From the experimental results with a change in the optimal cost for the same number of modules and with a different number of layers of the chip, it was noted that the cost of the solution decreases with the increase in the number of layers of the microcircuit. This is due to the fact that as the number of layers increases, for a fixed number of modules, the number of modules in the layer decreases.

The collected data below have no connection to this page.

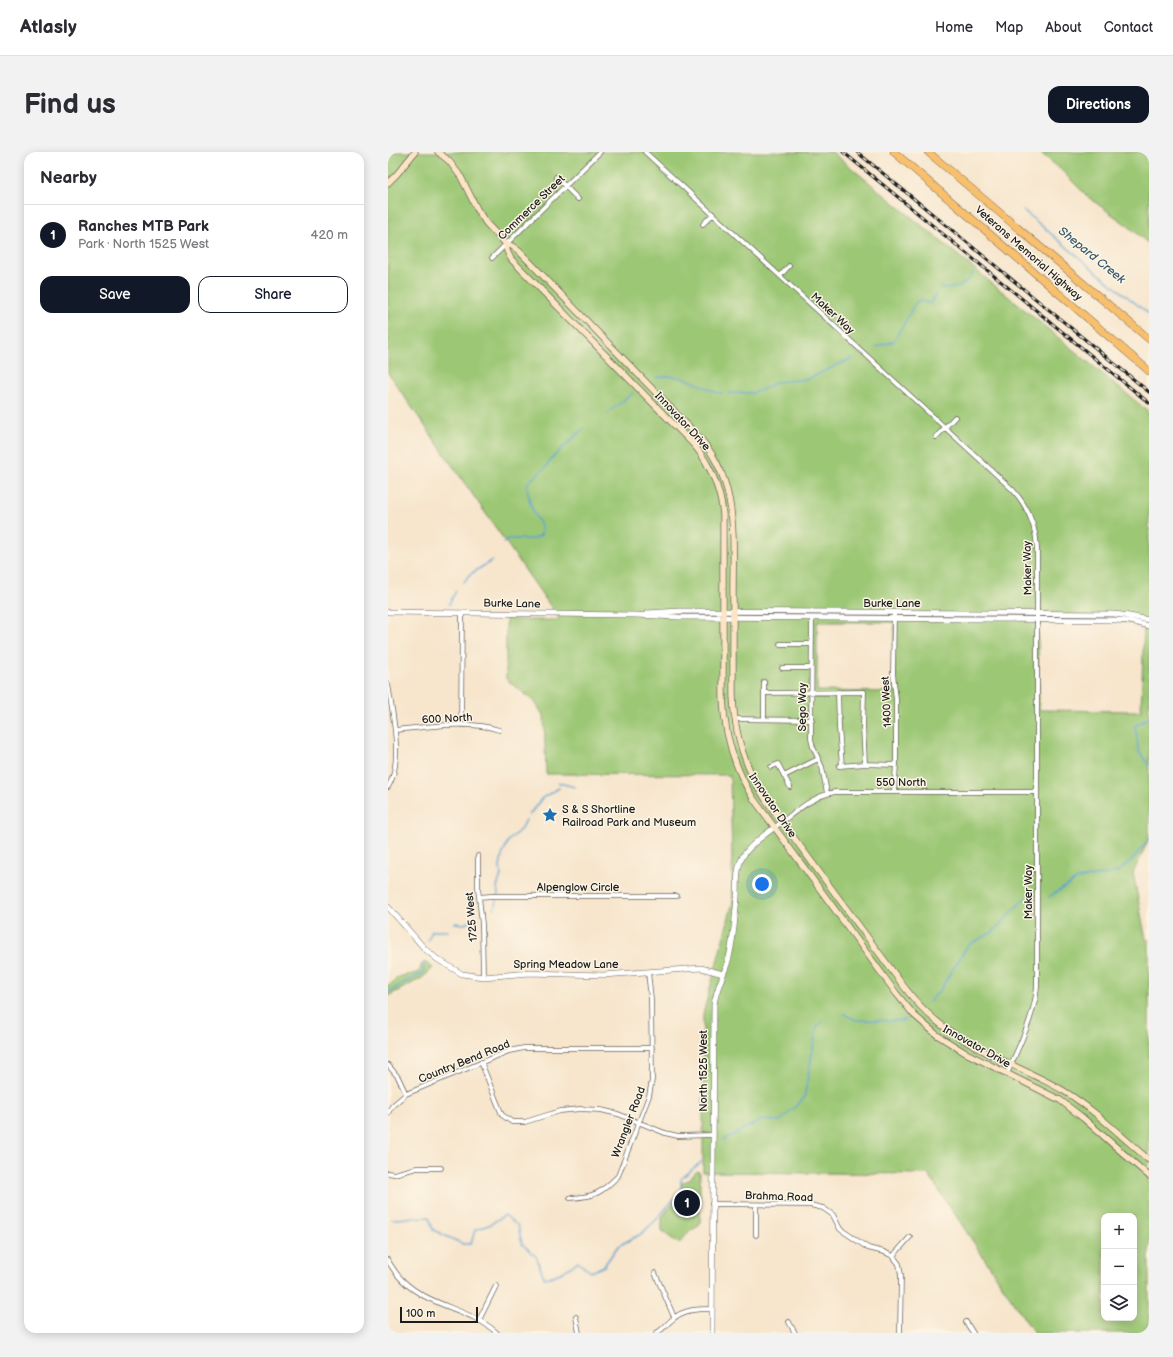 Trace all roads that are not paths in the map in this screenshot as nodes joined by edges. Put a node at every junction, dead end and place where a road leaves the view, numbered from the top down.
1 (415, 152) edge
2 (438, 152) edge
3 (600, 152) edge
4 (645, 152) edge
5 (894, 152) edge
6 (928, 152) edge
7 (556, 177) dead end
8 (388, 183) edge
9 (565, 186) junction
10 (578, 199) dead end
11 (713, 214) junction
12 (703, 224) dead end
13 (506, 244) junction
14 (492, 258) dead end
15 (790, 266) dead end
16 (780, 276) junction
17 (1149, 339) edge
18 (1149, 371) edge
19 (955, 417) dead end
20 (944, 428) junction
21 (936, 437) dead end
22 (388, 612) edge
23 (462, 613) junction
24 (894, 613) junction
25 (723, 614) junction
26 (1037, 614) junction
27 (733, 615) junction
28 (812, 618) junction
29 (894, 619) junction
30 (1037, 620) junction
31 (1149, 620) edge
32 (1149, 626) edge
33 (780, 644) dead end
34 (812, 644) junction
35 (782, 668) dead end
36 (811, 668) junction
37 (764, 682) dead end
38 (388, 684) edge
39 (812, 692) junction
40 (838, 692) junction
41 (764, 693) junction
42 (735, 719) junction
43 (764, 719) junction
44 (812, 720) junction
45 (461, 725) junction
46 (395, 730) junction
47 (499, 730) dead end
48 (818, 759) junction
49 (866, 764) junction
50 (896, 765) junction
51 (771, 767) dead end
52 (784, 776) junction
53 (388, 787) edge
54 (790, 787) dead end
55 (894, 791) junction
56 (1037, 792) junction
57 (828, 793) junction
58 (782, 822) junction
59 (775, 827) junction
60 (478, 856) dead end
61 (677, 896) dead end
62 (479, 897) junction
63 (388, 906) edge
64 (648, 972) junction
65 (723, 974) junction
66 (483, 977) junction
67 (652, 1048) junction
68 (481, 1062) junction
69 (1011, 1064) junction
70 (388, 1065) edge
71 (1007, 1074) junction
72 (406, 1094) junction
73 (388, 1113) edge
74 (639, 1122) junction
75 (712, 1135) junction
76 (1149, 1160) edge
77 (441, 1168) dead end
78 (388, 1173) edge
79 (1149, 1176) edge
80 (570, 1198) dead end
81 (712, 1204) junction
82 (756, 1205) junction
83 (756, 1235) dead end
84 (910, 1237) dead end
85 (893, 1256) junction
86 (389, 1263) edge
87 (655, 1273) dead end
88 (496, 1286) dead end
89 (712, 1309) junction
90 (576, 1317) dead end
91 (674, 1317) junction
92 (479, 1320) junction
93 (789, 1322) dead end
94 (966, 1322) dead end
95 (497, 1333) edge
96 (578, 1333) edge
97 (656, 1333) edge
98 (712, 1333) edge
99 (795, 1333) edge
100 (900, 1333) edge
101 (973, 1333) edge

1 - 8 main road
2 - 13 main road, Innovator Drive
3 - 9 street, Commerce Street
4 - 11 street, Maker Way
5 - 18 highway, Veterans Memorial Highway
6 - 17 highway, Veterans Memorial Highway
7 - 9 street
9 - 10 street
9 - 13 street, Commerce Street
11 - 12 street
11 - 16 street, Maker Way
13 - 14 street, Commerce Street
13 - 25 main road, Innovator Drive
13 - 27 main road, Innovator Drive
15 - 16 street
16 - 20 street, Maker Way
19 - 20 street
20 - 21 street
20 - 26 street, Maker Way
22 - 23 street, Burke Lane
23 - 25 street, Burke Lane
23 - 45 street
24 - 26 street, Burke Lane
24 - 27 street, Burke Lane
24 - 29 street, 1400 West
25 - 27 street, Burke Lane
25 - 59 main road, Innovator Drive
26 - 30 street, Maker Way
26 - 31 street, Burke Lane
27 - 28 street, Burke Lane
27 - 42 main road, Innovator Drive
28 - 29 street, Burke Lane
28 - 34 street, Sego Way
29 - 30 street, Burke Lane
29 - 50 street, 1400 West
30 - 32 street, Burke Lane
30 - 56 street, Maker Way
33 - 34 street
34 - 36 street, Sego Way
35 - 36 street
36 - 39 street, Sego Way
37 - 41 street
38 - 46 street
39 - 40 street
39 - 41 street
39 - 44 street, Sego Way
40 - 49 street
40 - 49 street
41 - 43 street
42 - 43 street
42 - 58 main road, Innovator Drive
43 - 44 street
44 - 48 street, Sego Way
45 - 46 street, 600 North
45 - 47 street, 600 North
46 - 53 street
48 - 52 street
48 - 57 street, Sego Way
49 - 50 street
50 - 55 street, 1400 West
51 - 52 street
52 - 54 street
55 - 56 street, 550 North
55 - 57 street, 550 North
56 - 69 street, Maker Way
57 - 58 street, 550 North
58 - 59 street, 550 North
58 - 69 main road, Innovator Drive
59 - 65 street, North 1525 West
59 - 71 main road, Innovator Drive
60 - 62 street, 1725 West
61 - 62 street, Alpenglow Circle
62 - 66 street, 1725 West
63 - 66 street, Spring Meadow Lane
64 - 65 street, Spring Meadow Lane
64 - 66 street, Spring Meadow Lane
64 - 67 street, Wrangler Road
65 - 75 street, North 1525 West
67 - 68 street, Country Bend Road
67 - 74 street, Wrangler Road
68 - 72 street, Country Bend Road
68 - 74 street
69 - 71 street, Maker Way
69 - 76 main road, Innovator Drive
70 - 72 street
71 - 79 main road, Innovator Drive
72 - 73 street, Country Bend Road
74 - 75 street
74 - 80 street, Wrangler Road
75 - 81 street, North 1525 West
77 - 78 street
81 - 82 street, Brahma Road
81 - 89 street, North 1525 West
82 - 83 street
82 - 85 street, Brahma Road
84 - 85 street
85 - 100 street
86 - 92 street
87 - 91 street
88 - 92 street
89 - 91 street
89 - 98 street, North 1525 West
90 - 96 street
91 - 97 street
92 - 95 street
93 - 99 street
94 - 101 street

This reduces the number of interconnections in the layer.
VI. CONCLUSION
A new algorithm for optimizing the thermal layout of basic VLSI elements, taking into account the features of the length of conductors and mutual thermal effects for 3D IC, is described, and provides a differentiated temperature distribution in different layers of the chip. The algorithm includes parameters such as the length of the conductors, the interlayer transition holes, the power density and, consequently, the temperatures of the corresponding layers, and also attempts to ensure a uniform temperature distribution in each layer of the chip. A fundamental difference from existing algorithms is the presence of two localization loops (inside the layer) and global (between layers), as well as using the metric for thermal homogeneity in topology.
The proposed algorithm is an algorithm of "thermal" placement, reducing the lengths of conductors and TSV for 3D ICs having standard cells or valves, and providing a differentiated temperature distribution in different layers of the chip, in which the lowest and upper layers are "hot and cold", respectively.
The novelty of the study lies in the parallel acquisition of a set of alternative solutions and the choice of a quasi-optic from it.
The principal difference between the algorithm and the existing ones is the use of local and global displacement operators, as well as metrics for thermal uniformity in a topology that identifies thermal boundaries and heuristics, based on increasing the connectivity of the cell in the current layer and reducing the connectivity in other layers.
Based on the results of the experiments, the algorithm showed an improvement in the value of the objective function by 5-10%.
The proposed algorithm can be useful for 3D-VLSI CAD developers to improve the quality of design solutions covering several important design parameters of three-dimensional integration schemes -the maximum temperature of the circuit, the length of the conductors and the number of interlayer connections.